Il résulte des dispositions de l’article L.121-6 du Code de la route entré en vigueur au 1er janvier 2017 que "Lorsqu’une infraction constatée selon les modalités prévues à l’article L. 130-9 a été commise avec un véhicule dont le titulaire du certificat d’immatriculation est une personne morale ou qui est détenu par une personne morale, le représentant légal de cette personne morale doit indiquer, par lettre recommandée avec demande d’avis de réception ou de façon dématérialisée, selon des modalités précisées par arrêté, dans un délai de quarante-cinq jours à compter de l’envoi ou de la remise de l’avis de contravention, à l’autorité mentionnée sur cet avis, l’identité et l’adresse de la personne physique qui conduisait ce véhicule, à moins qu’il n’établisse l’existence d’un vol, d’une usurpation de plaque d’immatriculation ou de tout autre événement de force majeure.
Le fait de contrevenir au présent article est puni de l’amende prévue pour les contraventions de la quatrième classe.
".

Selon ce texte donc, seul le représentant légal de la personne morale était en principe tenu de "dénoncer" l’identité du conducteur d’un véhicule ayant servi à commettre une infraction.

La loi pénale étant d’interprétation stricte, l’infraction de non-dénonciation du conducteur devait, en principe, n’être poursuivie qu’à l’encontre du représentant de la personne morale, seul tenu de l’obligation imposée par l’article L.121-6.

Cependant dans la pratique, les avis d’amende forfaitaire, d’amende forfaitaire majorée, voire les actes de poursuites étaient libellés et dirigés contre la personne morale elle-même.

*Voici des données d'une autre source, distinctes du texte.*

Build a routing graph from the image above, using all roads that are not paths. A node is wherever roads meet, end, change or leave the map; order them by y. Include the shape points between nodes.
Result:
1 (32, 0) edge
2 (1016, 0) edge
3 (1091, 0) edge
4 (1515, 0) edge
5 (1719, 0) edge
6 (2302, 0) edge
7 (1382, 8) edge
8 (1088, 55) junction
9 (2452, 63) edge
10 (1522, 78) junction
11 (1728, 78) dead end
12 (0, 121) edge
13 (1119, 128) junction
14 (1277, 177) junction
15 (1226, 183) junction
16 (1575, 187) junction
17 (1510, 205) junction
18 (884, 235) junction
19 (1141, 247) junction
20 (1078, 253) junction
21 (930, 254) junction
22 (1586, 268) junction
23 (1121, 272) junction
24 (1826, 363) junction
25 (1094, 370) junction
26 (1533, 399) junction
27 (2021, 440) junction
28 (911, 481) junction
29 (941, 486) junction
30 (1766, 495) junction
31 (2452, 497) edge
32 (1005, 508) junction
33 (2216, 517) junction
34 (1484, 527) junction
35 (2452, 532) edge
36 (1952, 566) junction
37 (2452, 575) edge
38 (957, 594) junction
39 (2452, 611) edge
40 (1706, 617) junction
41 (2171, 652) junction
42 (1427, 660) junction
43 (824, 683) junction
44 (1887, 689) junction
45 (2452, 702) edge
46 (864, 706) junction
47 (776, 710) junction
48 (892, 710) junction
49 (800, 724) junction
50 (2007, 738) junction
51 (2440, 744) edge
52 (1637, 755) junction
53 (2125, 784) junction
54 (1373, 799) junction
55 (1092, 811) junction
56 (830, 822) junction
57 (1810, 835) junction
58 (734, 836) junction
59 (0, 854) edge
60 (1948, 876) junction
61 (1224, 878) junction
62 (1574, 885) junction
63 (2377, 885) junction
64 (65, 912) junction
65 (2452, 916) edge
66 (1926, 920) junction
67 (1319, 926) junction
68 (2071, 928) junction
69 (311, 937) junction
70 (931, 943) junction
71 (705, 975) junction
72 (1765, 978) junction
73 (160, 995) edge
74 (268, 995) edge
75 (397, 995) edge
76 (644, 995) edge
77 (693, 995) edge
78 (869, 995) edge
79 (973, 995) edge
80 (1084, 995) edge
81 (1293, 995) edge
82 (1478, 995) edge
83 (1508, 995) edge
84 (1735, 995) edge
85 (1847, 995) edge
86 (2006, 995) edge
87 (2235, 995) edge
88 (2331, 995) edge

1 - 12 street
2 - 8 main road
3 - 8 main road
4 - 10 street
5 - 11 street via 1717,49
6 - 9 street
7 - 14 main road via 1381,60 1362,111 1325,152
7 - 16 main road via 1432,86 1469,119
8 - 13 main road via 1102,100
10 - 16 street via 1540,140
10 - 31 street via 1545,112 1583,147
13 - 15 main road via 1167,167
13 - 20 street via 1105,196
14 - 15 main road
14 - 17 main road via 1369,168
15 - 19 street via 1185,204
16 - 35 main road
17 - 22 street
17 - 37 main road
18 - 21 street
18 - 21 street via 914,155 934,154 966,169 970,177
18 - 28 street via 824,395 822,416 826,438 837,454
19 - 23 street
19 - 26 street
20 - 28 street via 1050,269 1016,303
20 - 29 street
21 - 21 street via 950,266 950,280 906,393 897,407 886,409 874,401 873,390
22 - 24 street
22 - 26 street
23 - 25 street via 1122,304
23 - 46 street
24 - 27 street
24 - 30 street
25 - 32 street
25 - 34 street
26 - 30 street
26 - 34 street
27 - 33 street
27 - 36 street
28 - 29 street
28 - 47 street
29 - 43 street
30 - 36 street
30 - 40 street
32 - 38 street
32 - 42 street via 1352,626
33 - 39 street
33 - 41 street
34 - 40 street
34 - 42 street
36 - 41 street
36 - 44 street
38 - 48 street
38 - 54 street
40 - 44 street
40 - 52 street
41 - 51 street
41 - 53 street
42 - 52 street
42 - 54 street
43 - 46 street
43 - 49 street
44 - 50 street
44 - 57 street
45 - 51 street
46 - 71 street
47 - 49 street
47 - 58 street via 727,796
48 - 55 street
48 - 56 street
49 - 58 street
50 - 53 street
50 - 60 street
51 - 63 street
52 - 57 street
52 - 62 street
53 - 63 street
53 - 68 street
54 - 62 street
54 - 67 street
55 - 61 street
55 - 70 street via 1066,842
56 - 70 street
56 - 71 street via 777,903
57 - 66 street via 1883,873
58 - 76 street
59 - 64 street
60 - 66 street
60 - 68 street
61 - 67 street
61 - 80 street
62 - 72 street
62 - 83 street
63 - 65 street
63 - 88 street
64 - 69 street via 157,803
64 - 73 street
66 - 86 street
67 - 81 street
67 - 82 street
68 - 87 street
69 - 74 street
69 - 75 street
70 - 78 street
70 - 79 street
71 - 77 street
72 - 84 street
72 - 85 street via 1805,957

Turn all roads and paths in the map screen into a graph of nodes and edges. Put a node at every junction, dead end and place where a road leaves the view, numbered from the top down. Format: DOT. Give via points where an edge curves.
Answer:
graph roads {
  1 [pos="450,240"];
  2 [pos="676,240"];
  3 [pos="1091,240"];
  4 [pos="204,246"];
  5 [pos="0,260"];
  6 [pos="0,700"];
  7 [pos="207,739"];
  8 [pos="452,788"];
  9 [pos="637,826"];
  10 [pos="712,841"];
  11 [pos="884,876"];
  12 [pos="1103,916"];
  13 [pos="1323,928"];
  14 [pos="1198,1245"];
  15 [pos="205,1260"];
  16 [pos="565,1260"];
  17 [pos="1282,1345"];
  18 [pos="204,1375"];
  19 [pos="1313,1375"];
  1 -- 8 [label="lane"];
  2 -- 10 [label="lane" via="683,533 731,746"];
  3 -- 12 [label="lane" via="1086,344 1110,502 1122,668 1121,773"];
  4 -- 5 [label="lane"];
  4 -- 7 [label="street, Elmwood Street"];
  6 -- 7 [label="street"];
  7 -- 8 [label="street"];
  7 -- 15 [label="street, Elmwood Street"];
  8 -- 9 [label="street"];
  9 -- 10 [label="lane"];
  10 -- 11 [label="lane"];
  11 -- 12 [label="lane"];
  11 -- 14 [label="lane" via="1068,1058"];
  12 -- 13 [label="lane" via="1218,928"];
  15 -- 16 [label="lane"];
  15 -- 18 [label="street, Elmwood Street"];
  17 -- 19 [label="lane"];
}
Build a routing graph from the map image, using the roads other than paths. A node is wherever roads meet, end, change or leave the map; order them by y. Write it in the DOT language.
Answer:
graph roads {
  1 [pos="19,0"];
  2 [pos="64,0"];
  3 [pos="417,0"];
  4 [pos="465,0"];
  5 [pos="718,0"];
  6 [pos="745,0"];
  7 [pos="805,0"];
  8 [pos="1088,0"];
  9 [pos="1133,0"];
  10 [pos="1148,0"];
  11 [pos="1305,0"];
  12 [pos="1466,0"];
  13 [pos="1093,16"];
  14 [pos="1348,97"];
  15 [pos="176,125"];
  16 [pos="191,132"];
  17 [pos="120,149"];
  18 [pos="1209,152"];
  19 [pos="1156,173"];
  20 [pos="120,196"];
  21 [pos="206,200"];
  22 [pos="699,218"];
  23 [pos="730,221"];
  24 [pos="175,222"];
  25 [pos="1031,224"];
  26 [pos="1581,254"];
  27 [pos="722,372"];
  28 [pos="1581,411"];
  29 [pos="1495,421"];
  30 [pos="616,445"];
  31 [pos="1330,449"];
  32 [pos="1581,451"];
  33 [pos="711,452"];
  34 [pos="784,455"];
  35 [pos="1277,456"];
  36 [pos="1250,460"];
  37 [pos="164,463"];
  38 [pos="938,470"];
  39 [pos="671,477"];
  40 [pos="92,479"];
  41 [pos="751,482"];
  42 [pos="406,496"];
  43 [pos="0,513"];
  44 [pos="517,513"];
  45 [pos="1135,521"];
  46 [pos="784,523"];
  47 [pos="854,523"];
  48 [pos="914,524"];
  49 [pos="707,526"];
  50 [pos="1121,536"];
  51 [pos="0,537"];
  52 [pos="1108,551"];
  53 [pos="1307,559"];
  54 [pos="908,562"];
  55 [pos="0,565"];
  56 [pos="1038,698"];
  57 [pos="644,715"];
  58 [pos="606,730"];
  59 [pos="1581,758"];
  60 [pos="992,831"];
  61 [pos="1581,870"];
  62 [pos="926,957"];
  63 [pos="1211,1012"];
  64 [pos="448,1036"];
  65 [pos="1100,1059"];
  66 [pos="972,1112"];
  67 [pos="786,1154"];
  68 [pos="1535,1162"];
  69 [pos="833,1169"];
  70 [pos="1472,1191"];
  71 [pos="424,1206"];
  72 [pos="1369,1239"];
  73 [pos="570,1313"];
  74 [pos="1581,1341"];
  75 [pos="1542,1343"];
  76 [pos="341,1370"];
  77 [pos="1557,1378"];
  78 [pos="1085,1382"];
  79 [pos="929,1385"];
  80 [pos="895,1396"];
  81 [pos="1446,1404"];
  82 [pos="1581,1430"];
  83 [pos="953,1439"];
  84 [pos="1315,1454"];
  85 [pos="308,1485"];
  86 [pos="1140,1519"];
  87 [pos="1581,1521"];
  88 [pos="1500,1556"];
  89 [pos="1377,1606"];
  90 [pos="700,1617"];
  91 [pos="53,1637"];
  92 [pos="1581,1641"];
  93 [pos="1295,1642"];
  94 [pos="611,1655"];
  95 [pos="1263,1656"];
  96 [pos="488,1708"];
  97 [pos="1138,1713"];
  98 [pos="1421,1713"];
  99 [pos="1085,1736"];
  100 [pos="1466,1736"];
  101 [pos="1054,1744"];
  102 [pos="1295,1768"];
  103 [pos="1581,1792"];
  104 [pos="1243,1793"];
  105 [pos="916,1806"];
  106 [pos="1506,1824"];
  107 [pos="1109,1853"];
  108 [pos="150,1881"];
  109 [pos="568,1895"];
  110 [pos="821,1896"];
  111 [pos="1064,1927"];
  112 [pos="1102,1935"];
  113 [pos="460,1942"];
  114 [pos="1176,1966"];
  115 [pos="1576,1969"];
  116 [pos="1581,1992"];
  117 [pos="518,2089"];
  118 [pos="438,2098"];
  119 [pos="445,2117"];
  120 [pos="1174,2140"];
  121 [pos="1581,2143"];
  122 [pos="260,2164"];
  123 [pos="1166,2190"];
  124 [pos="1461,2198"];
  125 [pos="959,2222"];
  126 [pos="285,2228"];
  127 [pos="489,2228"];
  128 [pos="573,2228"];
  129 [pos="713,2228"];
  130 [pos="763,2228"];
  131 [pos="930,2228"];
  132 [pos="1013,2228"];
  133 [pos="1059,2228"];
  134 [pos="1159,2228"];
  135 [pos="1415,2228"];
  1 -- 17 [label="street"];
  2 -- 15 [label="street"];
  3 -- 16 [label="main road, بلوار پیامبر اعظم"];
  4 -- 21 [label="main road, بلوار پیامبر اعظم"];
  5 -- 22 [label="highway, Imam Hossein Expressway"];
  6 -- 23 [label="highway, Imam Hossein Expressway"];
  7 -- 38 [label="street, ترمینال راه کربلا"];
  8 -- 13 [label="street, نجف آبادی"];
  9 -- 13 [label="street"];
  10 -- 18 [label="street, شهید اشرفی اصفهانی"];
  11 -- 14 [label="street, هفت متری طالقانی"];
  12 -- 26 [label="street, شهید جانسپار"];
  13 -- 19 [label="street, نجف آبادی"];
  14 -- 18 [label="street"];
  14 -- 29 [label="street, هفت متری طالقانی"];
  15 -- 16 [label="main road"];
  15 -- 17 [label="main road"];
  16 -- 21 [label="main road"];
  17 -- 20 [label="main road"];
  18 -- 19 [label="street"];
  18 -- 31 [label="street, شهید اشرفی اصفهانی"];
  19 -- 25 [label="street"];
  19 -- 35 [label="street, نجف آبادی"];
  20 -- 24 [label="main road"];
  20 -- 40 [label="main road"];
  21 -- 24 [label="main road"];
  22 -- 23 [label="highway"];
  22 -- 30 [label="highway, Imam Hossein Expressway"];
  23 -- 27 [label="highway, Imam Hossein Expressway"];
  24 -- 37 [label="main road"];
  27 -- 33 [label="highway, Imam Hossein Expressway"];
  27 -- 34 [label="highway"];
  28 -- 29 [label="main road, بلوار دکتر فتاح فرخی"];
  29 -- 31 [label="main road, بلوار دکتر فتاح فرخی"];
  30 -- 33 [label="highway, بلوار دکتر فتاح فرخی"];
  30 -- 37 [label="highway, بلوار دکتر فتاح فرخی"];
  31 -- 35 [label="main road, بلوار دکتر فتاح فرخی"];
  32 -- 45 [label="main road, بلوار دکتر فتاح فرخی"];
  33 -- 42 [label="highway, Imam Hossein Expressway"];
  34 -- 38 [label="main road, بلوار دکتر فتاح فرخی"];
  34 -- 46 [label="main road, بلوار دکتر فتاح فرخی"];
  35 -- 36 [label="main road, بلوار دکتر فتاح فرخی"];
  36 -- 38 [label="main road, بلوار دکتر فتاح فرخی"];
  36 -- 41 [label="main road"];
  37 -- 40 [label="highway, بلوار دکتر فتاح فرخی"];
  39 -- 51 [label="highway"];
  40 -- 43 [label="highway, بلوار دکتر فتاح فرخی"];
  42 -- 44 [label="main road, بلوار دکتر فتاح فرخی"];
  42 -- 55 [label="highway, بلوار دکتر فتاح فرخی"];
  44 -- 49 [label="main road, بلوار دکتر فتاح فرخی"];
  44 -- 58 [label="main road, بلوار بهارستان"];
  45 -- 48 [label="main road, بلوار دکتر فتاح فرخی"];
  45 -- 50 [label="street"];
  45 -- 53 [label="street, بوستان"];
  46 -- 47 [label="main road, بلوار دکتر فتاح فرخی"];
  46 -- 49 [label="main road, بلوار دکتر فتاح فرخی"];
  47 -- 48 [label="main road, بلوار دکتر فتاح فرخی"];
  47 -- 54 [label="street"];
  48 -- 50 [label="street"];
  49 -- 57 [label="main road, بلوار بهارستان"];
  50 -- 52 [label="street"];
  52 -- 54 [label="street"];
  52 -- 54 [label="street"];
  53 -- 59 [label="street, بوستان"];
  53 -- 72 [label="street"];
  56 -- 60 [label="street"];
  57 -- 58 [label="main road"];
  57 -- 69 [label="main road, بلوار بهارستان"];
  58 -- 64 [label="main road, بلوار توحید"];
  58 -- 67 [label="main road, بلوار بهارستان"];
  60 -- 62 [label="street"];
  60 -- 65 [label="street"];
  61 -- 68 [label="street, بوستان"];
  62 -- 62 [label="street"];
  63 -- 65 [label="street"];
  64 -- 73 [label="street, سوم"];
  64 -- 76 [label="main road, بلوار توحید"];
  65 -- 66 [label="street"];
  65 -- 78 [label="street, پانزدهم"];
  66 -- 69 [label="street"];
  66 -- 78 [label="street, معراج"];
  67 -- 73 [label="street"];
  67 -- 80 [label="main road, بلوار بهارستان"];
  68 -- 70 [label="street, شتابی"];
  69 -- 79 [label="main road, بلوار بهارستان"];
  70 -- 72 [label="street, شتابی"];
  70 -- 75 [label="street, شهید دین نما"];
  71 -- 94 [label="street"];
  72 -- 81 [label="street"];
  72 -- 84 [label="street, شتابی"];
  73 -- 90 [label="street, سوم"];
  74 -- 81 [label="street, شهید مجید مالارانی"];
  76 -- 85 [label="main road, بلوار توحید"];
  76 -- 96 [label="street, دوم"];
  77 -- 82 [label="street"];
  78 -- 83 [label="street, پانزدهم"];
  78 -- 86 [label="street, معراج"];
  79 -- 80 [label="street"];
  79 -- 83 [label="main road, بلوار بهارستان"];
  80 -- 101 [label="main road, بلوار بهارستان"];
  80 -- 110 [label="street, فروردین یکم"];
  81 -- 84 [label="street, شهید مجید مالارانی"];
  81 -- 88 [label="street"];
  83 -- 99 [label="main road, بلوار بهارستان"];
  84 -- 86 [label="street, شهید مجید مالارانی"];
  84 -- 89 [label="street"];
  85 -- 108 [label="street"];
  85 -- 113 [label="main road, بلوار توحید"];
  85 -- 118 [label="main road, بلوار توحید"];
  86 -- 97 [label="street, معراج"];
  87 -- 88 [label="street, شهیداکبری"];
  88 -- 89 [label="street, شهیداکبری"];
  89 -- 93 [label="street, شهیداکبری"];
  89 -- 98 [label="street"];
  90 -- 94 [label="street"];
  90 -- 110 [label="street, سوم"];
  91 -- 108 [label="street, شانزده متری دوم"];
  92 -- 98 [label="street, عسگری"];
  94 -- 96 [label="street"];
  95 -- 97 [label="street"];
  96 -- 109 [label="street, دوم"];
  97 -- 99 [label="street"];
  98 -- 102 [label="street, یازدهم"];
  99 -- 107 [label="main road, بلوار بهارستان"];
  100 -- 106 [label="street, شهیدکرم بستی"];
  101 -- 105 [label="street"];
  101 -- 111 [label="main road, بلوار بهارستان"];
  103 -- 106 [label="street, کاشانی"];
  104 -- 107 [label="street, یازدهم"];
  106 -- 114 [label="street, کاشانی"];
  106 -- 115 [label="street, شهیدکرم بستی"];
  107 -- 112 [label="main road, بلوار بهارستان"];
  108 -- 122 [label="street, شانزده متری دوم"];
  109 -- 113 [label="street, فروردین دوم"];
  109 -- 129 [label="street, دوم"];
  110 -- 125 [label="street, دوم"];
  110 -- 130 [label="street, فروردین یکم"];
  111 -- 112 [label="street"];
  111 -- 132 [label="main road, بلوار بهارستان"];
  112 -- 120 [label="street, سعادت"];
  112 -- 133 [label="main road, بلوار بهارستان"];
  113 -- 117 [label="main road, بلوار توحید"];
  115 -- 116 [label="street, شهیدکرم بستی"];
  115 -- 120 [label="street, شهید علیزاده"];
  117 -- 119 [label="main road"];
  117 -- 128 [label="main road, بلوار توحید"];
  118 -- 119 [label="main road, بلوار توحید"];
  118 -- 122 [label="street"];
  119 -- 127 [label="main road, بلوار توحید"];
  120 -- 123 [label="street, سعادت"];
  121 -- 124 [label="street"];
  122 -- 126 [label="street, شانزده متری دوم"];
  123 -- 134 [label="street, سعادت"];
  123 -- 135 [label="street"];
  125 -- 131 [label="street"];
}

On le comprend d’ailleurs aisément : d’une part les personnes morales sont souvent plus solvables que les particuliers, d’autre part (et surtout), l’amende forfaitaire est alors multipliée par cinq par l’effet de l’article 530-3 du code de procédure pénale.

Sans surprise, les réclamations n’ont pas manqué de pleuvoir sur les Officiers du Ministère Public, et à leur suite les citations devant le Tribunal de Police, dont les plus courageux n’ont pas hésité à juger que l’obligation résultant de L.121-6 du Code de la route n’était effectivement imposée qu’au représentant de la personne morale, et à relaxer celle-ci des poursuites.

L’intervention de la Cour de Cassation s’est donc révélée indispensable, et sa position, malheureusement défavorable aux contrevenants, a néanmoins le mérite d’être sans équivoque.

Cour de cassation, Chambre criminelle, Arrêt nº 2915 du 11 décembre 2018, Pourvoi nº 18-82.628 : : "Vu l’article L. 121-6 du code de la route, ensemble l’article 121- 2 du code pénal ; Attendu que le premier de ces textes, sur le fondement duquel le représentant légal d’une personne morale peut être poursuivi pour n’avoir pas satisfait, dans le délai qu’il prévoit, à l’obligation de communiquer l’identité et l’adresse de la personne physique qui, lors de la commission d’une infraction constatée selon les modalités prévues à l’article L. 130-9 du code de la route, conduisait le véhicule détenu par cette personne morale, n’exclut pas qu’en application du second, la responsabilité pénale de la personne morale soit aussi recherchée pour cette infraction, commise pour son compte, par ce représentant ; [...] Attendu que, pour renvoyer la société O... des fins de la poursuite, le tribunal énonce que les faits ne peuvent être imputés à la personne morale mais à son représentant légal ; Mais attendu qu’en statuant ainsi, le tribunal de police a méconnu les textes susvisés et le principe précédemment rappelé ; D’où il suit que la cassation est encourue (...)".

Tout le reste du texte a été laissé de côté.